Reviewed by Dennis Schwartz

A somewhat entertaining WW11 action movie with a twist, it’s a Navy story set in the Gobi desert. Robert Wise efficiently directs this curio, allegedly based on fact, that seems odd for awhile but drifts into the usual ‘B’ movie war story. According to the introduction, in the Navy records the events covered in the film are recorded under “Saddles for Gobi.”

On November of 1944 decorated and veteran Chief Petty Officer Sam McHale (Richard Widmark) is called into military headquarters and told by the officer in charge that he’s assigned to a secret expeditionary weathermen mission in Inner Mongoli’s Gobi desert (filmed in the Arizona desert). Serving under Cmdr. Wyatt, the reluctant CPO is to be in charge of six weathermen whose mission is to observe the weather and relay it to the fighting units. The mission is run by SACO, a secret government agency to aid the war effort.

McHale is a by-the-book sailor, and gets the undisciplined youngsters at the weather station to conform doing things the Navy way by filling out forms for everything. The desert setting is in a remote area, where daytime is boiling and nighttime freezing. The men are surprised one day by a passing tribe of nomads, led by their chief Kengtu (Murvyn Vye). He might be illiterate, but he conveniently speaks English as well as any Brooklyn resident.

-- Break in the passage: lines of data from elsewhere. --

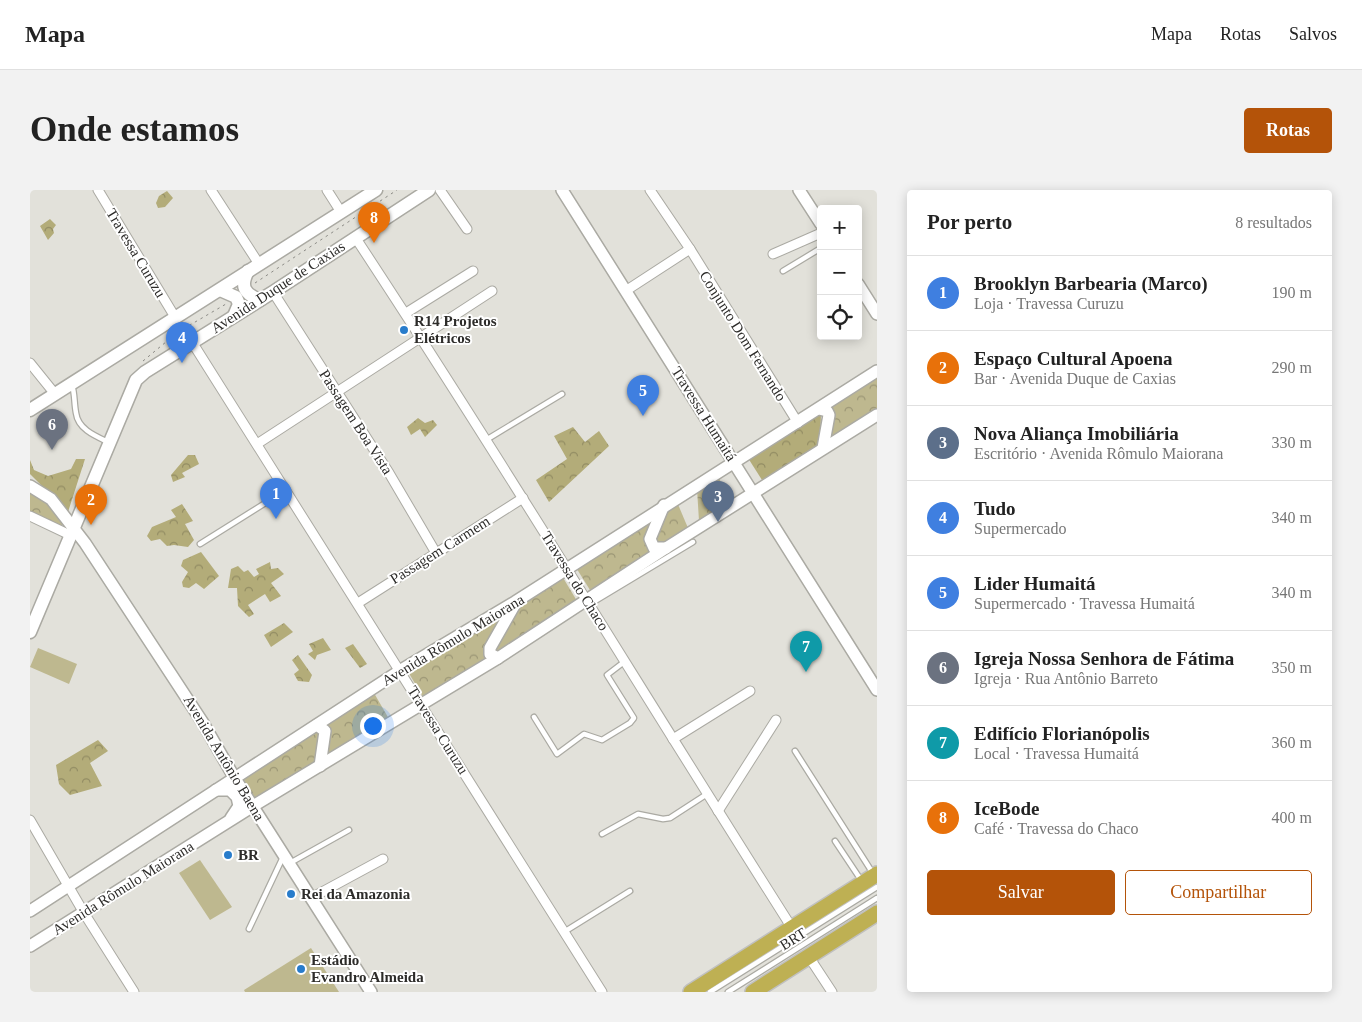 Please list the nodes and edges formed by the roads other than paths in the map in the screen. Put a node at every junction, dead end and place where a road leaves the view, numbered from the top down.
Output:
1 (98, 190) edge
2 (211, 190) edge
3 (327, 190) edge
4 (376, 190) edge
5 (428, 190) edge
6 (440, 190) edge
7 (562, 190) edge
8 (650, 190) edge
9 (799, 190) edge
10 (341, 212) junction
11 (817, 218) edge
12 (467, 229) dead end
13 (817, 235) edge
14 (356, 237) junction
15 (690, 249) junction
16 (818, 250) edge
17 (773, 254) dead end
18 (259, 264) junction
19 (474, 270) dead end
20 (248, 271) junction
21 (783, 271) dead end
22 (220, 290) junction
23 (627, 290) junction
24 (862, 290) edge
25 (492, 291) dead end
26 (273, 292) junction
27 (240, 294) junction
28 (260, 300) junction
29 (406, 313) junction
30 (877, 314) edge
31 (234, 316) junction
32 (175, 317) junction
33 (421, 336) junction
34 (192, 342) junction
35 (30, 363) edge
36 (877, 371) edge
37 (71, 383) junction
38 (337, 392) junction
39 (55, 394) junction
40 (562, 394) dead end
41 (819, 409) junction
42 (30, 410) edge
43 (877, 415) edge
44 (798, 423) junction
45 (486, 440) junction
46 (109, 442) junction
47 (257, 444) junction
48 (823, 448) junction
49 (734, 463) junction
50 (30, 486) edge
51 (286, 490) junction
52 (752, 494) junction
53 (523, 498) junction
54 (664, 505) junction
55 (30, 516) edge
56 (72, 531) junction
57 (693, 542) dead end
58 (200, 544) dead end
59 (666, 548) junction
60 (436, 553) junction
61 (568, 567) junction
62 (516, 602) junction
63 (589, 602) junction
64 (358, 603) junction
65 (32, 624) edge
66 (498, 658) junction
67 (624, 662) junction
68 (401, 670) junction
69 (877, 690) edge
70 (750, 691) dead end
71 (422, 706) junction
72 (534, 717) dead end
73 (776, 720) dead end
74 (317, 725) junction
75 (673, 739) junction
76 (795, 751) dead end
77 (320, 766) junction
78 (234, 777) junction
79 (216, 790) junction
80 (707, 794) junction
81 (252, 806) junction
82 (718, 811) junction
83 (30, 820) edge
84 (229, 821) junction
85 (349, 830) dead end
86 (602, 834) dead end
87 (835, 841) dead end
88 (383, 858) dead end
89 (287, 860) junction
90 (873, 880) edge
91 (69, 886) junction
92 (630, 891) dead end
93 (310, 898) junction
94 (877, 898) edge
95 (30, 911) edge
96 (84, 913) junction
97 (877, 913) edge
98 (792, 928) junction
99 (249, 929) dead end
100 (564, 932) junction
101 (30, 946) edge
102 (809, 957) junction
103 (134, 992) edge
104 (371, 992) edge
105 (602, 992) edge
106 (691, 992) edge
107 (710, 992) edge
108 (728, 992) edge
109 (753, 992) edge
110 (832, 992) edge

1 - 32 street, Travessa Curuzu
2 - 18 street
3 - 10 street
4 - 10 main road, Avenida Duque de Caxias
5 - 14 main road, Avenida Duque de Caxias
6 - 12 street
7 - 23 street, Travessa Humaitá
8 - 15 street, Conjunto Dom Fernando
9 - 11 street
10 - 18 main road, Avenida Duque de Caxias
13 - 17 street
14 - 26 main road, Avenida Duque de Caxias
14 - 29 street, Travessa do Chaco
15 - 23 street
15 - 44 street, Conjunto Dom Fernando
16 - 21 lane
18 - 20 main road, Avenida Duque de Caxias
19 - 29 street
20 - 22 main road, Avenida Duque de Caxias
20 - 27 main road
22 - 27 main road
22 - 32 main road, Avenida Duque de Caxias
23 - 49 street, Travessa Humaitá
24 - 30 street
25 - 33 street
26 - 28 main road, Avenida Duque de Caxias
26 - 38 street, Passagem Boa Vista
27 - 28 main road
27 - 31 main road
28 - 31 main road, Avenida Duque de Caxias
29 - 33 street, Travessa do Chaco
31 - 34 main road, Avenida Duque de Caxias
32 - 37 main road, Avenida Duque de Caxias
33 - 38 street
33 - 45 street, Travessa do Chaco
34 - 46 main road, Avenida Duque de Caxias
34 - 47 street, Travessa Curuzu
35 - 39 street
36 - 41 street, Avenida Rômulo Maiorana
37 - 39 main road, Avenida Duque de Caxias
37 - 46 lane
38 - 47 street
38 - 60 street, Passagem Boa Vista
39 - 42 main road, Avenida Duque de Caxias
40 - 45 lane
41 - 44 street, Avenida Rômulo Maiorana
41 - 48 street
43 - 48 street, Avenida Rômulo Maiorana
44 - 49 street, Avenida Rômulo Maiorana
45 - 53 street, Travessa do Chaco
46 - 56 main road
47 - 51 street, Travessa Curuzu
48 - 52 street, Avenida Rômulo Maiorana
49 - 52 street, Travessa Humaitá
49 - 54 street, Avenida Rômulo Maiorana
50 - 56 street, Avenida Antônio Baena
51 - 58 lane
51 - 64 street, Travessa Curuzu
52 - 59 street, Avenida Rômulo Maiorana
52 - 69 street, Travessa Humaitá
53 - 60 street, Passagem Carmem
53 - 61 street, Travessa do Chaco
54 - 59 street
54 - 61 street, Avenida Rômulo Maiorana
55 - 56 street
56 - 65 main road
56 - 78 street, Avenida Antônio Baena
57 - 63 lane
59 - 63 street, Avenida Rômulo Maiorana
60 - 64 street, Passagem Carmem
61 - 62 street, Avenida Rômulo Maiorana
61 - 63 street, Travessa do Chaco
62 - 66 street
62 - 68 street, Avenida Rômulo Maiorana
63 - 66 street, Avenida Rômulo Maiorana
63 - 67 street, Travessa do Chaco
64 - 68 street, Travessa Curuzu
66 - 71 street, Avenida Rômulo Maiorana
67 - 72 lane
67 - 75 street, Travessa do Chaco
68 - 71 street, Travessa Curuzu
68 - 74 street, Avenida Rômulo Maiorana
70 - 75 street
71 - 77 street, Avenida Rômulo Maiorana
71 - 100 street, Travessa Curuzu
73 - 82 street
74 - 77 street
74 - 78 street, Avenida Rômulo Maiorana
75 - 80 street, Travessa do Chaco
76 - 90 lane
77 - 81 street, Avenida Rômulo Maiorana
78 - 79 street, Avenida Rômulo Maiorana
78 - 81 street, Avenida Antônio Baena
79 - 84 street
79 - 91 street, Avenida Rômulo Maiorana
80 - 82 street, Travessa do Chaco
80 - 86 lane
81 - 84 street, Avenida Rômulo Maiorana
81 - 89 street, Avenida Antônio Baena
82 - 98 street, Travessa do Chaco
83 - 91 street
84 - 96 street, Avenida Rômulo Maiorana
85 - 89 lane
87 - 90 lane
88 - 93 street
89 - 93 street, Avenida Antônio Baena
89 - 99 lane
90 - 98 highway
90 - 107 lane, BRT
91 - 95 street, Avenida Rômulo Maiorana
91 - 96 street
92 - 100 lane
93 - 104 street, Avenida Antônio Baena
94 - 108 lane, BRT
96 - 101 street, Avenida Rômulo Maiorana
96 - 103 street
97 - 102 highway
98 - 106 highway
100 - 105 street, Travessa Curuzu
102 - 109 highway
102 - 110 street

When warned of an impending Japanese attack against their station, the weathermen are informed that the Pentagon can’t spare soldiers to guard the outpost and that they must rely on their remoteness to keep them from the enemy. As a precaution, McHale orders 60 horse saddles from the Quartermaster Corps in the hopes of trading with the Mongol tribesmen for their support against the Japanese. When the Japanese planes drop bombs and destroy all the weather equipment and kill the commander, McHale takes charge and decides to go on foot across the desert to reach the sea and then secure a boat to Okinawa. The Mongols, who are untrustworthy, return their saddles rather than get involved in a fight with the Japanese. But the men push on, and as implausible as it is run into a camel salesman in the oasis. When the shifty salesman and his gang attempts to steal back the camels fails due to the Mongols coming to their rescue, the men don Mongol uniforms as a disguise from the Japanese patrols by air and cavalry and push on to the China sea.

Widmark barks orders out in a gruff manner as he leads his meteorologists through the wilderness to the “promised sea,” and the men bond with him and he predictably transforms them to sailors as they commandeer a Chinese junk boat and fight off a Japanese garrison where they just escaped as POW’s.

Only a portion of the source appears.